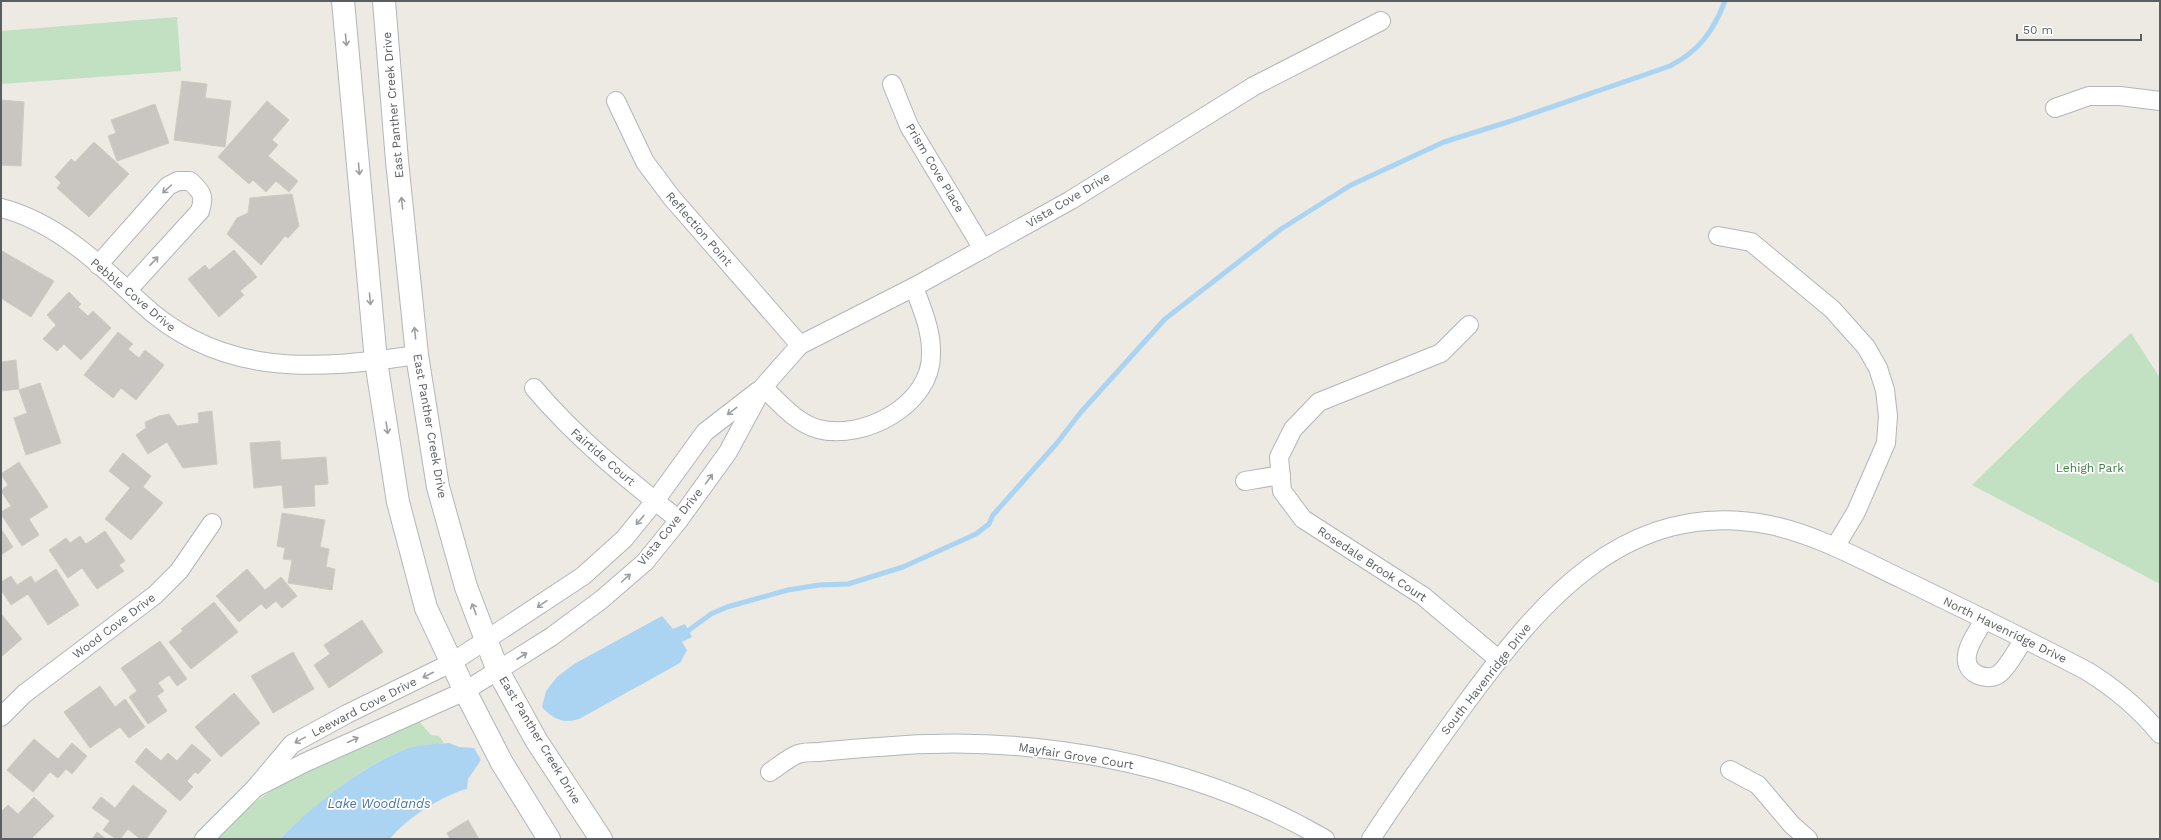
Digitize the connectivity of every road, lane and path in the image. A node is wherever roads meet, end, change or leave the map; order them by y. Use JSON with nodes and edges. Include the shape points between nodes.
{"nodes":[{"id":1,"x":343,"y":1,"type":"edge"},
{"id":2,"x":384,"y":1,"type":"edge"},
{"id":3,"x":1381,"y":21,"type":"dead end"},
{"id":4,"x":892,"y":84,"type":"dead end"},
{"id":5,"x":616,"y":101,"type":"dead end"},
{"id":6,"x":2160,"y":101,"type":"edge"},
{"id":7,"x":2055,"y":108,"type":"dead end"},
{"id":8,"x":1,"y":208,"type":"edge"},
{"id":9,"x":1718,"y":236,"type":"dead end"},
{"id":10,"x":983,"y":249,"type":"junction"},
{"id":11,"x":98,"y":265,"type":"junction"},
{"id":12,"x":914,"y":287,"type":"junction"},
{"id":13,"x":128,"y":290,"type":"junction"},
{"id":14,"x":1469,"y":325,"type":"dead end"},
{"id":15,"x":800,"y":345,"type":"junction"},
{"id":16,"x":417,"y":355,"type":"junction"},
{"id":17,"x":376,"y":361,"type":"junction"},
{"id":18,"x":763,"y":387,"type":"junction"},
{"id":19,"x":534,"y":388,"type":"dead end"},
{"id":20,"x":1281,"y":475,"type":"junction"},
{"id":21,"x":1246,"y":481,"type":"dead end"},
{"id":22,"x":655,"y":501,"type":"junction"},
{"id":23,"x":678,"y":520,"type":"junction"},
{"id":24,"x":212,"y":523,"type":"dead end"},
{"id":25,"x":1835,"y":547,"type":"junction"},
{"id":26,"x":1985,"y":619,"type":"junction"},
{"id":27,"x":2024,"y":639,"type":"junction"},
{"id":28,"x":486,"y":641,"type":"junction"},
{"id":29,"x":1498,"y":659,"type":"junction"},
{"id":30,"x":452,"y":663,"type":"junction"},
{"id":31,"x":498,"y":671,"type":"junction"},
{"id":32,"x":465,"y":691,"type":"junction"},
{"id":33,"x":1,"y":717,"type":"edge"},
{"id":34,"x":2160,"y":734,"type":"edge"},
{"id":35,"x":1730,"y":770,"type":"dead end"},
{"id":36,"x":770,"y":772,"type":"dead end"},
{"id":37,"x":255,"y":788,"type":"junction"},
{"id":38,"x":204,"y":839,"type":"edge"},
{"id":39,"x":549,"y":839,"type":"edge"},
{"id":40,"x":601,"y":839,"type":"edge"},
{"id":41,"x":1325,"y":839,"type":"edge"},
{"id":42,"x":1371,"y":839,"type":"edge"},
{"id":43,"x":1808,"y":839,"type":"edge"}],
"edges":[{"from":1,"to":17,"type":"street","one_way":true},
{"from":16,"to":2,"type":"street","name":"East Panther Creek Drive","one_way":true},
{"from":3,"to":10,"type":"street","name":"Vista Cove Drive","via":[[1254,86],[1072,200]]},
{"from":4,"to":10,"type":"street","name":"Prism Cove Place","via":[[909,126]]},
{"from":5,"to":15,"type":"street","name":"Reflection Point","via":[[645,162],[672,198]]},
{"from":6,"to":7,"type":"street","via":[[2120,96],[2089,96]]},
{"from":8,"to":11,"type":"street","name":"Pebble Cove Drive","via":[[36,221],[68,240]]},
{"from":9,"to":25,"type":"street","via":[[1751,242],[1827,304],[1866,347],[1878,368],[1885,390],[1888,416],[1886,443],[1856,512]]},
{"from":10,"to":12,"type":"street","name":"Vista Cove Drive"},
{"from":11,"to":13,"type":"street","name":"Pebble Cove Drive"},
{"from":13,"to":11,"type":"street","one_way":true,"via":[[200,212],[204,201],[200,190],[190,181],[178,181],[168,186]]},
{"from":12,"to":15,"type":"street","name":"Vista Cove Drive"},
{"from":12,"to":18,"type":"street","via":[[929,329],[932,356],[926,378],[915,396],[900,409],[860,429],[818,429],[797,420]]},
{"from":13,"to":17,"type":"street","name":"Pebble Cove Drive","via":[[174,330],[237,358],[296,366]]},
{"from":14,"to":20,"type":"street","name":"Rosedale Brook Court","via":[[1441,353],[1318,402],[1293,429],[1279,457]]},
{"from":15,"to":18,"type":"street","name":"Vista Cove Drive"},
{"from":16,"to":17,"type":"street","name":"Pebble Cove Drive"},
{"from":28,"to":16,"type":"street","name":"East Panther Creek Drive","one_way":true,"via":[[466,587],[438,487]]},
{"from":17,"to":30,"type":"street","one_way":true,"via":[[398,502],[426,608]]},
{"from":18,"to":22,"type":"street","name":"Vista Cove Drive","one_way":true,"via":[[705,432]]},
{"from":23,"to":18,"type":"street","name":"Vista Cove Drive","one_way":true,"via":[[728,452]]},
{"from":19,"to":22,"type":"street","name":"Fairtide Court","via":[[559,417],[602,458]]},
{"from":20,"to":21,"type":"street"},
{"from":20,"to":29,"type":"street","name":"Rosedale Brook Court","via":[[1282,490],[1303,519],[1423,596]]},
{"from":22,"to":23,"type":"street","name":"Fairtide Court"},
{"from":22,"to":28,"type":"street","name":"Vista Cove Drive","one_way":true,"via":[[624,539],[583,576]]},
{"from":31,"to":23,"type":"street","name":"Vista Cove Drive","one_way":true,"via":[[602,600],[645,562]]},
{"from":24,"to":33,"type":"street","name":"Wood Cove Drive","via":[[179,570],[156,596],[24,694]]},
{"from":25,"to":26,"type":"street","name":"North Havenridge Drive"},
{"from":25,"to":29,"type":"street","name":"South Havenridge Drive","via":[[1771,525],[1738,521],[1680,524],[1656,530],[1605,555],[1580,574],[1554,596]]},
{"from":26,"to":27,"type":"street","name":"North Havenridge Drive"},
{"from":26,"to":27,"type":"street","via":[[1967,653],[1968,666],[1977,675],[1997,675]]},
{"from":27,"to":34,"type":"street","name":"North Havenridge Drive","via":[[2087,671],[2114,688],[2137,707]]},
{"from":28,"to":30,"type":"street","name":"Leeward Cove Drive"},
{"from":28,"to":31,"type":"street","name":"East Panther Creek Drive"},
{"from":29,"to":42,"type":"street","name":"South Havenridge Drive"},
{"from":30,"to":32,"type":"street"},
{"from":30,"to":37,"type":"street","name":"Leeward Cove Drive","one_way":true,"via":[[292,744]]},
{"from":31,"to":32,"type":"street","name":"Vista Cove Drive"},
{"from":31,"to":40,"type":"street","name":"East Panther Creek Drive","via":[[536,740]]},
{"from":37,"to":32,"type":"street","name":"Leeward Cove Drive","one_way":true},
{"from":32,"to":39,"type":"street","via":[[502,763]]},
{"from":35,"to":43,"type":"street","via":[[1758,785],[1792,825]]},
{"from":36,"to":41,"type":"street","name":"Mayfair Grove Court","via":[[799,754],[884,746],[987,743],[1046,748],[1182,776],[1243,797]]},
{"from":37,"to":38,"type":"street","name":"Leeward Cove Drive"}]}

Goal of the exercise:
Pick out and copy the lines of the material that include the word "Rosedale".

Answer space:
{"from":14,"to":20,"type":"street","name":"Rosedale Brook Court","via":[[1441,353],[1318,402],[1293,429],[1279,457]]},
{"from":20,"to":29,"type":"street","name":"Rosedale Brook Court","via":[[1282,490],[1303,519],[1423,596]]},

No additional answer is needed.